> [Problem to solve]
Lines with the string "FYNSVEJ" must each be copied from the listing.
[Start of Attachment]
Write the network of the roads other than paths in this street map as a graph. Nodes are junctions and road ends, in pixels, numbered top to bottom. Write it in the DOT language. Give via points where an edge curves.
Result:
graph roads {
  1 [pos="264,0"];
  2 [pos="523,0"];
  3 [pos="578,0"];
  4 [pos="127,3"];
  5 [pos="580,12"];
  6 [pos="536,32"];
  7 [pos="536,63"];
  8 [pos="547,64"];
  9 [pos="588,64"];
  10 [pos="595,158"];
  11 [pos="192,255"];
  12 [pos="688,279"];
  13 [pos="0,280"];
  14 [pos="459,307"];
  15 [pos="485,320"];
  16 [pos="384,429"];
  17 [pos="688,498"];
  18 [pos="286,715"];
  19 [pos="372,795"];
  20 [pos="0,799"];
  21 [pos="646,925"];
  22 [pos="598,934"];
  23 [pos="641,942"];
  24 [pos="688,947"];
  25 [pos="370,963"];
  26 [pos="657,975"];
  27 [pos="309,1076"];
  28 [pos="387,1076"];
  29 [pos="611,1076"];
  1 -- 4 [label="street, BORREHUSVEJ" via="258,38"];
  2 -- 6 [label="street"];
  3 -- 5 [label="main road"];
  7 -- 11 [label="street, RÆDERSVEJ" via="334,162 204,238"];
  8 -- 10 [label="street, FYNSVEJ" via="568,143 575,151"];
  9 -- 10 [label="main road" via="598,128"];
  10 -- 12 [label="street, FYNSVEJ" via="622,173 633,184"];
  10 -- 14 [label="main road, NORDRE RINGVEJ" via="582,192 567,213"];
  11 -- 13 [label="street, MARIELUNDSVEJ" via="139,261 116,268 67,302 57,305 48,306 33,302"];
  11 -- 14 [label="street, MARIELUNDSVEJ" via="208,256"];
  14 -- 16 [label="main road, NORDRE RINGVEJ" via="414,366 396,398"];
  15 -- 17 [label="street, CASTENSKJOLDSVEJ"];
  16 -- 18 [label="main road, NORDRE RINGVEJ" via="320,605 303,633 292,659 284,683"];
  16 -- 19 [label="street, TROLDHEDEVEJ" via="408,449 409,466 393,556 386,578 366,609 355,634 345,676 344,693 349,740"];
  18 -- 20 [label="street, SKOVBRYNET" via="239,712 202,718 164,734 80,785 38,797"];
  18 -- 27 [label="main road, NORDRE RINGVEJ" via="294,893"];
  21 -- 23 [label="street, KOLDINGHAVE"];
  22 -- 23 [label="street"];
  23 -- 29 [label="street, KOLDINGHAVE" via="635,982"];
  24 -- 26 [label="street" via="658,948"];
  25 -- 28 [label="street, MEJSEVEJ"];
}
[End of Attachment]
> [Result]
  8 -- 10 [label="street, FYNSVEJ" via="568,143 575,151"];
  10 -- 12 [label="street, FYNSVEJ" via="622,173 633,184"];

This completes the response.